Markus is such a fellow and I’m glad to see he’s blogging about his ongoing adventures creating and running one of the top dating sites in the world – PlentyofFish.com. Markus provides a lot of detail and insight into how he created the site almost as a lark and now effectively competes with major corporations in the social network/dating space.
With 200 Million page views monthly and climbing, Markus really knows his stuff. One observation he makes I’m still trying to digest suggests that eventually *only* small companies will rule the internet due to their much greater flexibility and effeciency. Yahoo, Google, MSN are betting billions that they’ll maintain the huge stakes in the online world rather than small niche companies. Frankly, I’m guessing there is room for everybody in the expanding online business space.
Google Sitemaps. My good news and my bad news.
Elite SEO Dave Naylor was complaining a bit about Google Sitemaps and I've also been unconvinced that sitemaps really does help straighten out ranking confusion. According to Google Sitemaps my old-and-in-need-of-great-repair Airport Directory has some incredibly impressive sitemaps stats (e.g. Sitemaps says I'm number ONE for term "hotels")
Term | Rank
| 1. hotels in new york | 1 | |
| 2. airport codes | 1 | |
| 3. ord | 1 | |
| 4. washington dc | 1 | |
| 5. international airports | 1 | |
| 6. hotels | 1 | |
| 7. ord ohare | 1 | |
| 8. chicago | 1 | |
| 9. houston airport | 1 | |
| 10. airport city codes | 1 | |
| 11. airport maps | 1 | |
| 12. charlotte nc airport | 1 | |
| 13. john wayne airport | 1 | |
| 14. orlando | 1 | |
| 15. las | 1 | |
| 16. airline codes | 1 | |
| 17. city codes | 1 | |
| 18. major airports | 1 | |
| 19. salt lake city airport parking | 1 |
Unfortunately QuickAid.com does not rank for any of these terms. In fact I'm under some form of downranking that means I get little Google traffic at all despite the fact I'm one of the most linked to Airport sites on the web.
I've seen this type of bizarre sitemaps stat for some time so I'm not sure what's going on, though I do have some framed content and this could reflect the rank of sites appearing in the frames.
The good news is that my NMOHWY.com experiment has been languishing but it may be because I failed to load the sitemap when I moved to new server over a month ago. I just loaded it now so hopefully my new pages at NMohwy.com will get indexed soon rather than Google showing the old supplemental pages, using old cache dates of June 2005 and similar.
Yahoo 2.0 Trumps Google 2.0 …. again.
As Jeremy has noted, microformats are slowly but profoundly moving the web to the open, data rich, info cornucopia we’ve all been dreaming about. Yahoo is clearly the leader as “Web 2.0 Stylist” and one wonders if Google is going to be left wondering what hit them as developers and users move increasingly towards the simple but data rich environments Yahoo’s been creating for some time.

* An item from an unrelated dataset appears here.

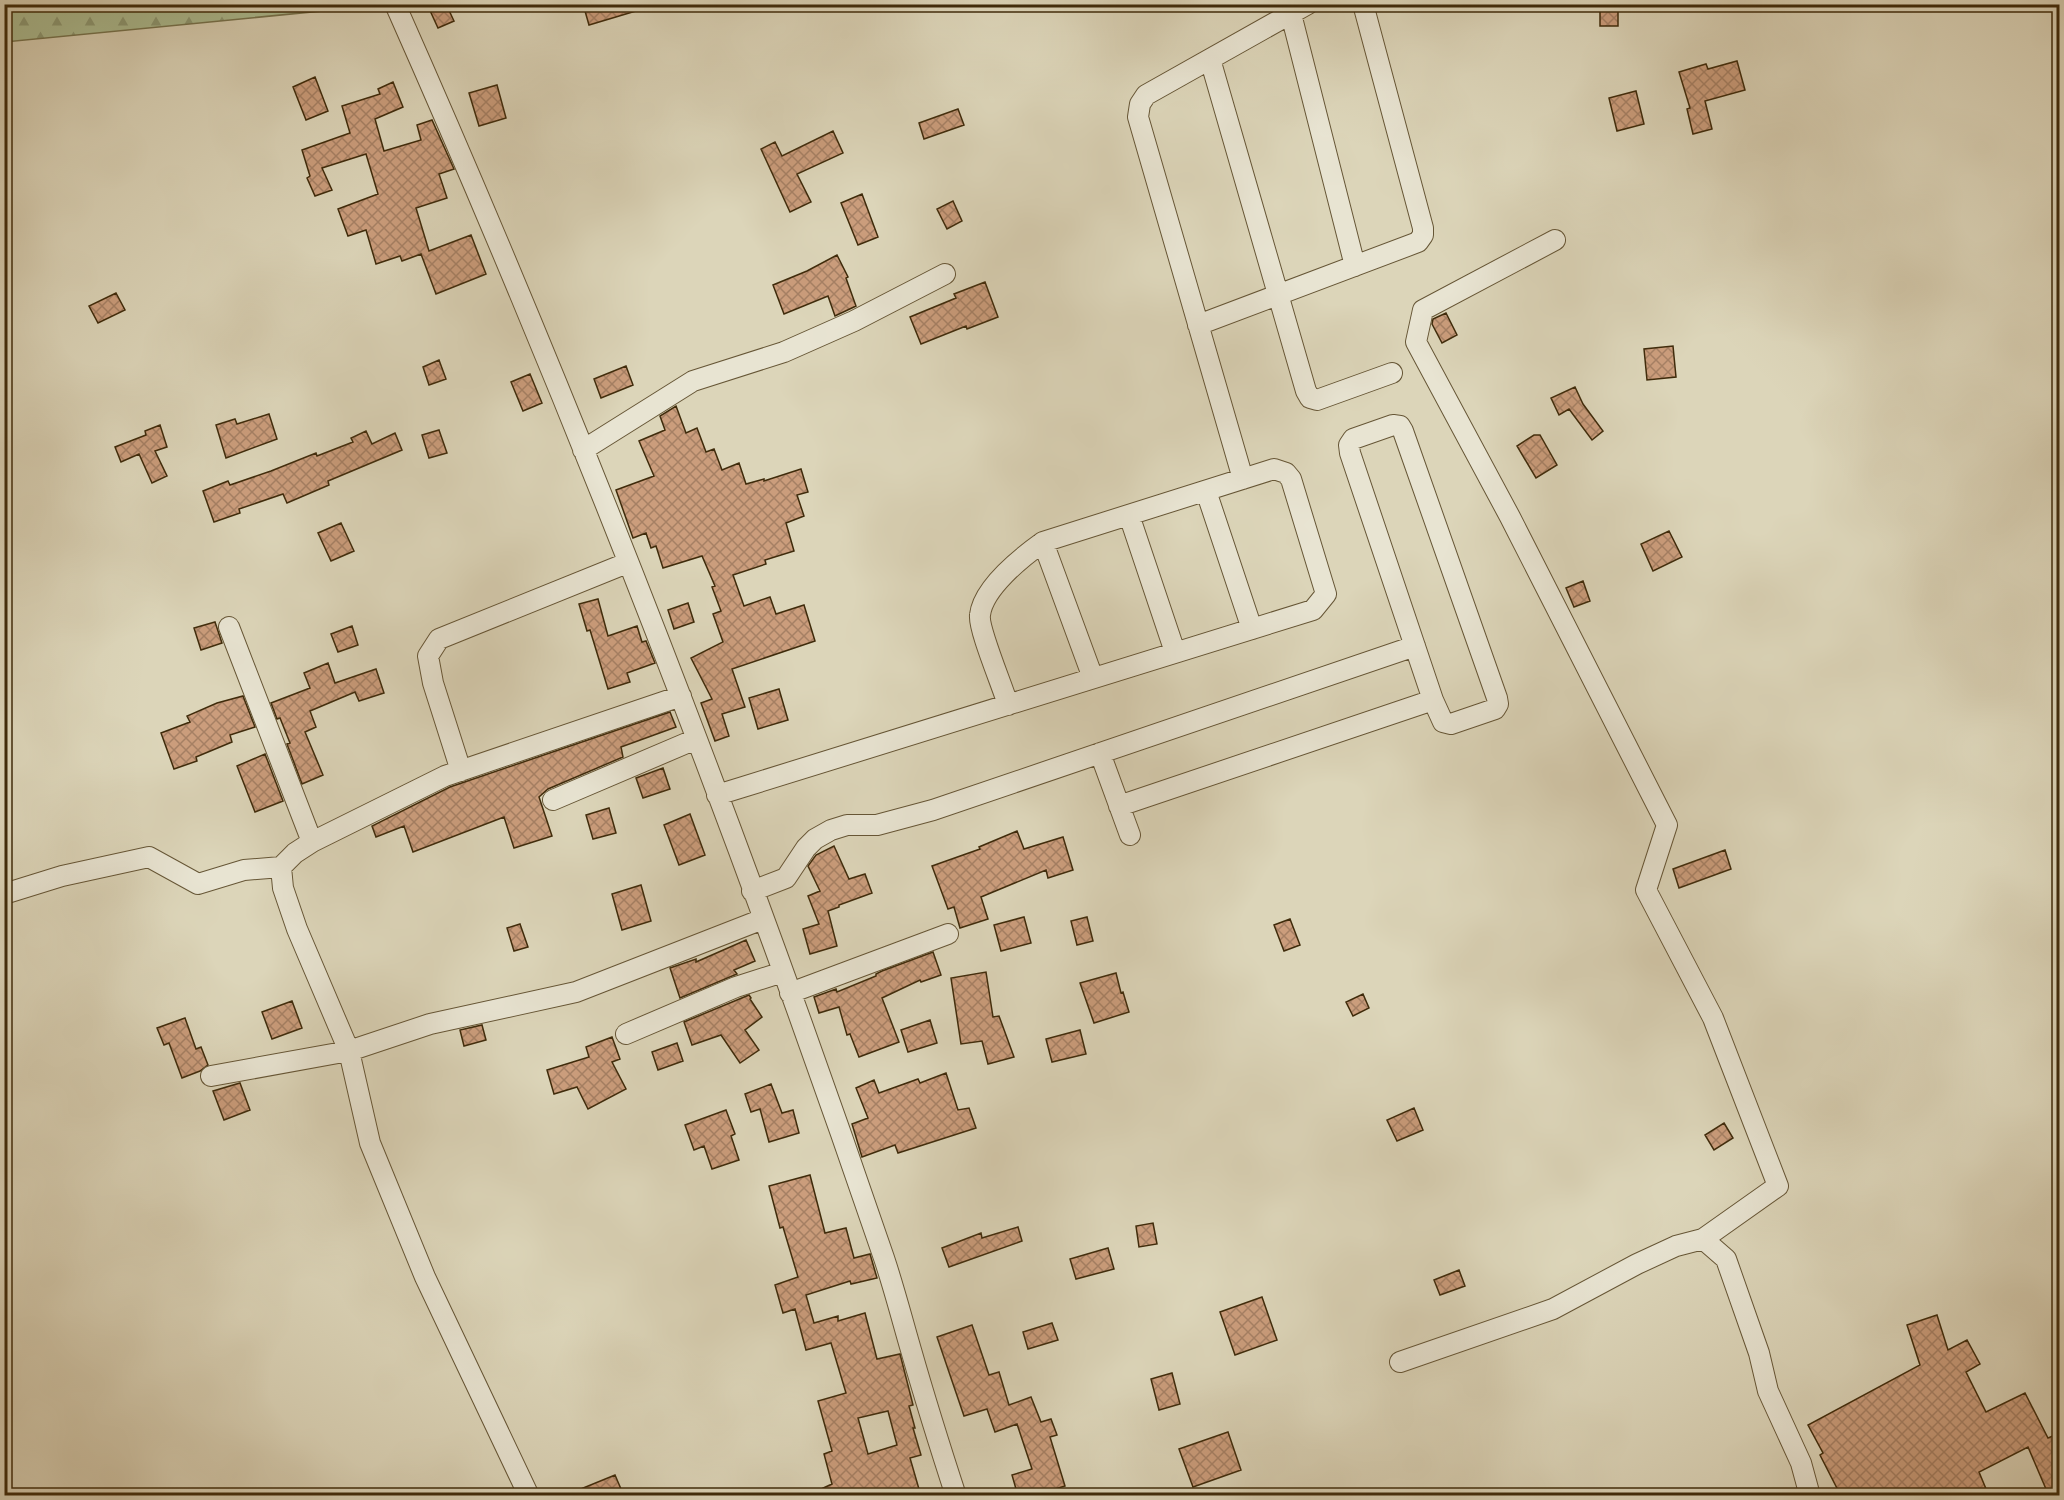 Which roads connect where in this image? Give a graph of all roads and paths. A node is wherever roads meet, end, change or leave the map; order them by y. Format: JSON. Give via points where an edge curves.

I’m beginning to wonder if Yahoo’s challenge in increasing market share, and thus stock price, is counterintuitive. Yahoo has effectively matched Google in search quality and has created a LOT of excellent applications and rich APIs while Google has simply stuck to a few great basics like gmail and search.
Perhaps the choice is simply overwhelming people who are thus choosing to stick with Google’s search interface (still simpler than Yahoo’s). Malcolm Gladwell has noted that when presented with too many purchase options people actually may choose fewer items than if presented with a smaller number of options. Could Yahoo’s problem be that they simply are doing too GOOD of a job ushering in Web 2.0 ?
Update: When Jeremy over at Yahoo took me to task on this post I realized I’d not expressed myself clearly and it looked like I was talking about a search comparison. (I’m leaving the post intact since he references it with a lot of comments.) I was not talking about Yahoo vs Google in search as much as Yahoo vs Google in the many other 2.0 projects like Flickr, APIs, and social networking features where I think Yahoo is beating out Google but not getting enough credit for seeing the future of the internet more clearly than most.